Tell Me A Story

By John Bare, Vice President, The Arthur M. Blank Family Foundation

Everybody loves storytelling.

Everybody hates evaluation.

Upon this wisdom, I issue a challenge to members of the Audience Building Roundtable: I want to see you become the best storytellers in Metro Atlanta.

Here’s what you’ll need:

A main character. This is an individual or group setting out on a journey. Some characters meander around before discovering a purpose. Or, as with the Roundtable, it could be a group of colleagues working as a team in pursuit of the holy grail – interested, non-attenders or lapsed patrons. You want us to fall in love with your team.

An inciting incident. This is where your team runs into conflict. Think dragons, zombies and Mr. Potter of Bedford Falls. The incident could occur immediately. A villain could empty the hero’s 401(k) during the opening credits. Or trouble might emerge when we least expect it, just when your team was about to grab hold of the prize.

Resolution. This is where our hero – we really do love your team at this point – either wins the chase, or not. Do you prevail, like Norma Rae? Or do you perish, like Butch and Sundance?
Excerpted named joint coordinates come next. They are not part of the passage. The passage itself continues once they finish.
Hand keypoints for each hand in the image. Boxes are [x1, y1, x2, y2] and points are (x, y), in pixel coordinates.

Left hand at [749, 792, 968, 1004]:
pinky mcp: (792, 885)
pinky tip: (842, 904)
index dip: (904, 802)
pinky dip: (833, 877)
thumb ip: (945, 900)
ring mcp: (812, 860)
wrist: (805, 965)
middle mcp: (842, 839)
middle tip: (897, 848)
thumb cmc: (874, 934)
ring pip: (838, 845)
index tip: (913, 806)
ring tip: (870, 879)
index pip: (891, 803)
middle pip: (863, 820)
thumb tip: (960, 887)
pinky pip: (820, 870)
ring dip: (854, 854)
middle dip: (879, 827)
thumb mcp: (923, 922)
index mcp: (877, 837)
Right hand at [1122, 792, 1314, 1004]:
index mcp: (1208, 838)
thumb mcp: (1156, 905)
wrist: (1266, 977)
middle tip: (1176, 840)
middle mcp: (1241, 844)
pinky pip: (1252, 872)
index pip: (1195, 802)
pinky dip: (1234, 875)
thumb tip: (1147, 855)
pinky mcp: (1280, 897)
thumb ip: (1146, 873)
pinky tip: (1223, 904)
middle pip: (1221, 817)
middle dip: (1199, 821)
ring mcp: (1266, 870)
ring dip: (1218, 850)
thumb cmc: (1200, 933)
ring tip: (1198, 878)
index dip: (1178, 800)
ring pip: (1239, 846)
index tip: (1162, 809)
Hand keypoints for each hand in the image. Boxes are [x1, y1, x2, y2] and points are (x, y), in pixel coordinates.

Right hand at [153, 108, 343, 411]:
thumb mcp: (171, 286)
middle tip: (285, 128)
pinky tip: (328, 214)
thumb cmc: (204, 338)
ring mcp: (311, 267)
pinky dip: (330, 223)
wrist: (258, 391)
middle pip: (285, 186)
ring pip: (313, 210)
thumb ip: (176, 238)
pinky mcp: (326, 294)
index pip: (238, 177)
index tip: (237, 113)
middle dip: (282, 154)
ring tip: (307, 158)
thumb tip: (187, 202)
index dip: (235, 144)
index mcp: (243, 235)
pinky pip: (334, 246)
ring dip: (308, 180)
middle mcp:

There’s nothing to it. Unlike the waiter at Jerry’s Deli, you don’t have to dream up a screenplay to sell. As a Roundtable member, all you have to do is take note of the daily events in your audience building journey. Then when it comes time to reflect, you will have all of the pieces and parts you need to map out the shape of your story.

Start by designating one or more staffers to keep an Audience Building Journal. By taking 5 or 10 minutes every day to make notes in a journal, you will capture the real-time detail that, upon later retelling, will grab your audiences. Using this approach, your story will be so authentic, your vulnerabilities so real and the surprises so jolting that it won’t matter so much whether you found success or failure in your adventure. If you wait a year and try to reconstruct the past, it won’t be the same. Every tale written with hindsight is slick and every hero too cute by half.

The evaluation field so appreciates the storytelling method that there is a fancy name for a version of this approach, Most Significant Change. The method involves participants, not outside experts, so it increases the capacity of organizations while capturing vivid description of what actually happened, as opposed the sterilized version of events that usually appears in reports to funders.

With every member committed to capturing its own stories, the Roundtable will need to create a leadership group to be sure that every gathering sets aside a few minutes to share and discuss the stories. Every story captured, in written form or digital, should be organized in a central database. This will allow Roundtable members and funders to revisit the pool of stories to classify which stories yielded the most significant lessons.

Stories found to be most significant can be included in the Roundtable’s sacred bundle, the collection of totems used to establish and preserve a shared culture across generations. In this way, storytelling serves both an evaluation function and an organizational development function.

Most important, storytelling requires a commitment from you, not an itinerant consultant, to lead the work.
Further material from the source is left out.